Firstly, sorry for poor definition of the following example, I translated it from my native language,hope you can understand
So i need help with this:
Mapping is given $\langle , \rangle:R_{2}[x] \times R_{2}[x] \rightarrow R$ by: $$\langle a+bx+cx^2, \alpha+\beta x+\gamma x^2 \rangle = a\alpha+2b\beta+2c\gamma-a\beta-b\alpha-b\gamma-c\beta$$ Check if scalar product of space $R_{2}[x]$ is given by mapping $\langle , \rangle$
So as far as I know to check if this is a scalar product we need to check next:
1.$\langle x,x \rangle\geq 0 , \forall x\in E$, E is real vector space
$\langle x,x \rangle = 0\Leftrightarrow x=0$
2.$\langle x,y \rangle = \langle y,x \rangle$
3.$\langle \lambda x,y \rangle = \lambda\langle x,y \rangle$, $\lambda \in R$
4.$\langle x+y,z \rangle = \langle x,z \rangle + \langle y,z \rangle$
I know how to do this for simple examples like when $x$ is given only with $x=\lbrace \alpha_{1},\alpha_{2},\alpha_{3}\rbrace$,but for something like this above i got confused
Your usage of x and y in the definiton is confusing because x also appears in the polynomial. Your x and y are now polynomials of degree 2, so your real vectorspace now is the vectorspace of polynomials with degree 2. For a better understanding write the definitons with polynomials $p$, $q$ and $p=a+bx+cx^2$, $q=\alpha + \beta x + \gamma x^2$.
Then you have got to Show for example $(p, p) \geq 0$ for All polynomials $p \in R_2 [x] $.

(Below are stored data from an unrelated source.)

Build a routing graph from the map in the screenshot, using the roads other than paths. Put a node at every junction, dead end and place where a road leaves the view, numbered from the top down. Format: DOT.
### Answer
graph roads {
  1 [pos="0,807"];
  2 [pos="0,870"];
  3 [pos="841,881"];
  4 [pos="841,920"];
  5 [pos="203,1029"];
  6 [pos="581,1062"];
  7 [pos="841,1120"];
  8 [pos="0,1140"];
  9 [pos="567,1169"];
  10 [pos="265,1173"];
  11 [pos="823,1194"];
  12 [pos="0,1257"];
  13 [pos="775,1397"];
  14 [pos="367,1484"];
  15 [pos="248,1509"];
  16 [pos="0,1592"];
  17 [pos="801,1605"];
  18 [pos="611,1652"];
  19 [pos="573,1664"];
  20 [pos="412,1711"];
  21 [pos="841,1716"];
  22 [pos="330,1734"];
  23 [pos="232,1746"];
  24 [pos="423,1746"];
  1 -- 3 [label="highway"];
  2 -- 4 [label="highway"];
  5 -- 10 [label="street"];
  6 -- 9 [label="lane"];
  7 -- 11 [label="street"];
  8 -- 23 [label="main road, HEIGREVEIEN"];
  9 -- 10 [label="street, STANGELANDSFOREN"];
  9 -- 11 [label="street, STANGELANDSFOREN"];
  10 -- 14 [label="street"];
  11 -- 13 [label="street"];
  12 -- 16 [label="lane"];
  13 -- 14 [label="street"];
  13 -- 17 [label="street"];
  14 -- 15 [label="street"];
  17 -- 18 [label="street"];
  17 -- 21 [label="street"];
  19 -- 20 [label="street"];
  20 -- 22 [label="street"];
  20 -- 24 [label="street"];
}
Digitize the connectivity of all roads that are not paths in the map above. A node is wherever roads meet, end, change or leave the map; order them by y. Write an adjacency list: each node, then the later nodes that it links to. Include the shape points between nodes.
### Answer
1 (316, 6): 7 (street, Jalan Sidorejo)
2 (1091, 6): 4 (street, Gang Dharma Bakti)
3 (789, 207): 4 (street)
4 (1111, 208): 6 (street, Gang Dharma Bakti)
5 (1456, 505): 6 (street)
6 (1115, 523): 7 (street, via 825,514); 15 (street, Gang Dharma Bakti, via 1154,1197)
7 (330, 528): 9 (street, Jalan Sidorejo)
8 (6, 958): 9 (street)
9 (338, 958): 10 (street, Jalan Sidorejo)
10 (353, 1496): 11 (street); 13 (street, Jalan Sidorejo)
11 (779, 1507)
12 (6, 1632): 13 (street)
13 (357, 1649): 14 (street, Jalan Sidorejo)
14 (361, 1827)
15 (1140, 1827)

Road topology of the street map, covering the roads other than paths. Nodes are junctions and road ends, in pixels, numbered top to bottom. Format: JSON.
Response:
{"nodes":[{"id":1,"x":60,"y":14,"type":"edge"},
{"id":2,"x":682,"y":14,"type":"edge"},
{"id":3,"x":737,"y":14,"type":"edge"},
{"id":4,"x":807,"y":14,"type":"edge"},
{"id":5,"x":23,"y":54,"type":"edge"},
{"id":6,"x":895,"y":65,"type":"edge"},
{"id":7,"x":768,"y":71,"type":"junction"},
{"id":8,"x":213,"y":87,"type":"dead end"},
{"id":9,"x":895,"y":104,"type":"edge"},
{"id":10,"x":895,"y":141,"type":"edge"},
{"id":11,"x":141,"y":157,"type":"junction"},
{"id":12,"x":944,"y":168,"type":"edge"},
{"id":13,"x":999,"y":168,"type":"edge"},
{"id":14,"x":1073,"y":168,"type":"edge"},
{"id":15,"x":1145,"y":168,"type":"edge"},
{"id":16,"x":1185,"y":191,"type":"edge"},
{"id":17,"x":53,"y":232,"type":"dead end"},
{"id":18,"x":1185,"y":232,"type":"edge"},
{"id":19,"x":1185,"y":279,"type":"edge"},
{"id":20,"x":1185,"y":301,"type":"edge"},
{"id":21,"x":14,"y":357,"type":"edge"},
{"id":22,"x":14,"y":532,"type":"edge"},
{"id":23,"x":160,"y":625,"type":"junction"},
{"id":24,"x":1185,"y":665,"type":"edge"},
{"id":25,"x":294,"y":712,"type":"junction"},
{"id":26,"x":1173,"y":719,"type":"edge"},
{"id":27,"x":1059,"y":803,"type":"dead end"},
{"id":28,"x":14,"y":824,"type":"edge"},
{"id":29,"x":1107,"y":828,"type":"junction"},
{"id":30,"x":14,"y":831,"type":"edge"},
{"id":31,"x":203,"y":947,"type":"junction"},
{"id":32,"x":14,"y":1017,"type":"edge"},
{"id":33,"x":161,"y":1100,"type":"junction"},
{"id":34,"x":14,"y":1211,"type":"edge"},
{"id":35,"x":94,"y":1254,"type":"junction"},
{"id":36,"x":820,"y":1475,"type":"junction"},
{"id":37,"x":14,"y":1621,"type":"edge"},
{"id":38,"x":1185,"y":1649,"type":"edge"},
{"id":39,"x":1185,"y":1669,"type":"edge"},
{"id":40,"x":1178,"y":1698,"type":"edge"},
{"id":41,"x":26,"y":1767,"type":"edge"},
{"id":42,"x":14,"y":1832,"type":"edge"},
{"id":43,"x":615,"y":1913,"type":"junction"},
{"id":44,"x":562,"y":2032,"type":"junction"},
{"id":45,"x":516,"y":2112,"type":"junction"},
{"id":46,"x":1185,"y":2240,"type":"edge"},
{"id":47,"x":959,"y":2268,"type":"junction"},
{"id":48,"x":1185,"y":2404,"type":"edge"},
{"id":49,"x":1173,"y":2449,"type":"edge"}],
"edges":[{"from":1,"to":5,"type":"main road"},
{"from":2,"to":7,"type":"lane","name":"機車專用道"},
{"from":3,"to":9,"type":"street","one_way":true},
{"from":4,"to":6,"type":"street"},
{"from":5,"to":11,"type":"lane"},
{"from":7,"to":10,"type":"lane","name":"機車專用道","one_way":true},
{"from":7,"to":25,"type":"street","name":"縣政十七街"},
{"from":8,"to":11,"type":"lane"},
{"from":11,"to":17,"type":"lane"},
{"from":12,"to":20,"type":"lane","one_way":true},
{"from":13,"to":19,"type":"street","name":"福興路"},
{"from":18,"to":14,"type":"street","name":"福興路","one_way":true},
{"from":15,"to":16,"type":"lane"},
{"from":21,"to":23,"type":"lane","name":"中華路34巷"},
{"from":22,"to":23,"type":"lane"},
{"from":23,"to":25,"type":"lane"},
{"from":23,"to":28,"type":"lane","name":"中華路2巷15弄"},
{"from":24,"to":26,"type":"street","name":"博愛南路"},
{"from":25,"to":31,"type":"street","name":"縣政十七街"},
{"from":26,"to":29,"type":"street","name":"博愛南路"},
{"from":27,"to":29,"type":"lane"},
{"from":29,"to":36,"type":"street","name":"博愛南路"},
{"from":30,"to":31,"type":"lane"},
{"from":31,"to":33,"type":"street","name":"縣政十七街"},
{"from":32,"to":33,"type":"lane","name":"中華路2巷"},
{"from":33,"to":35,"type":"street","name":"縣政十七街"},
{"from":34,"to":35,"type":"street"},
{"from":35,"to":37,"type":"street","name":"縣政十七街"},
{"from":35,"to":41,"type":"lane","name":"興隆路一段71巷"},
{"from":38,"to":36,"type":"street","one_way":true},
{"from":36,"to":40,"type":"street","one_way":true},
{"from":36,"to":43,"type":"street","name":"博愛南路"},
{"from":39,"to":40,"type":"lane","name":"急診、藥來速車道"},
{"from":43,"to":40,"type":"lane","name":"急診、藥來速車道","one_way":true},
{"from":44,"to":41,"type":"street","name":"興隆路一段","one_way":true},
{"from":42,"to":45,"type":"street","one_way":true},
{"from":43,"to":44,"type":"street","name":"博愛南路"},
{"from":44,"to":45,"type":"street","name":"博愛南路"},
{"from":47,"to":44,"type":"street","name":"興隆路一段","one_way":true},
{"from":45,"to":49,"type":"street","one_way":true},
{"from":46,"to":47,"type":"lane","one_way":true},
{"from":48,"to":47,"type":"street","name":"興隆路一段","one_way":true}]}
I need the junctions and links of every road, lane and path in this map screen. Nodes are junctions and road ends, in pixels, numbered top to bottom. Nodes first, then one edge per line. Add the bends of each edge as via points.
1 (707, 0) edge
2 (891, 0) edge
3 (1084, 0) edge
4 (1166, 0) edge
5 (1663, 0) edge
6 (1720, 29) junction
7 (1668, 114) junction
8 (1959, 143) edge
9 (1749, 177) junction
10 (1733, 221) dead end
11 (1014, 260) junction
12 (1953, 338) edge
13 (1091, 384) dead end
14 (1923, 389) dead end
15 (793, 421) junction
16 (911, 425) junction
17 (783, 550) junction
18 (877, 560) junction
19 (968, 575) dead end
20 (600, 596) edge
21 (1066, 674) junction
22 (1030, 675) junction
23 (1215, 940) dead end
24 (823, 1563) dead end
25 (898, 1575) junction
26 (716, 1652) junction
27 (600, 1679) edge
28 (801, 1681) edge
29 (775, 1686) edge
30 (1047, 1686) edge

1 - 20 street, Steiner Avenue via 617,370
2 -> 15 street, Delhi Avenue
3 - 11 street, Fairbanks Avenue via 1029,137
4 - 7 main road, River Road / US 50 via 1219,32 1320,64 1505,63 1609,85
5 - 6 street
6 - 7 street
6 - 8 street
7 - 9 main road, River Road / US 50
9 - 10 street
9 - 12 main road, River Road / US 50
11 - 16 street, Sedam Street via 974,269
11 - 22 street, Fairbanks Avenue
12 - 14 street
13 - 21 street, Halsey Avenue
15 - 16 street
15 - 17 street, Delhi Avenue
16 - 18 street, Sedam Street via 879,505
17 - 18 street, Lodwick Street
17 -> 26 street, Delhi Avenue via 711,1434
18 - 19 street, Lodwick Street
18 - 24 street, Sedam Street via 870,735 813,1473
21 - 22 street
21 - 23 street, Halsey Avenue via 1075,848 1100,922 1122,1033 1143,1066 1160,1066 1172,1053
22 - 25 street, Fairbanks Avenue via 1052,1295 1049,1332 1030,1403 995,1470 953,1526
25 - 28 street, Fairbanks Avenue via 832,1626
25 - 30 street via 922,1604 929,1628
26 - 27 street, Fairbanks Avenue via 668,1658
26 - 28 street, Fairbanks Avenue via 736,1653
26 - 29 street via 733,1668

Example: Let $p \in R_2[x]$, so $p=a +bx + cx^2$ for some $a,b, c \in R$. Then $0 = (p, p) =a^2 + 2b^2 + 2c^2 - 2ab - 2bc =(a-b)^2 + (b-c)^2 + c^2$, which is equivalent to $(a-b) ^2 =0$, $(b-c)^2=0$ and $c^2=0$ (since for any real number $r$ it holds $r^2 \geq 0$). Now you can go on with equivalences until you get to $p=0$. But notice that $p$ is a polynomial, so all coefficients $a, b, c$ have to be 0.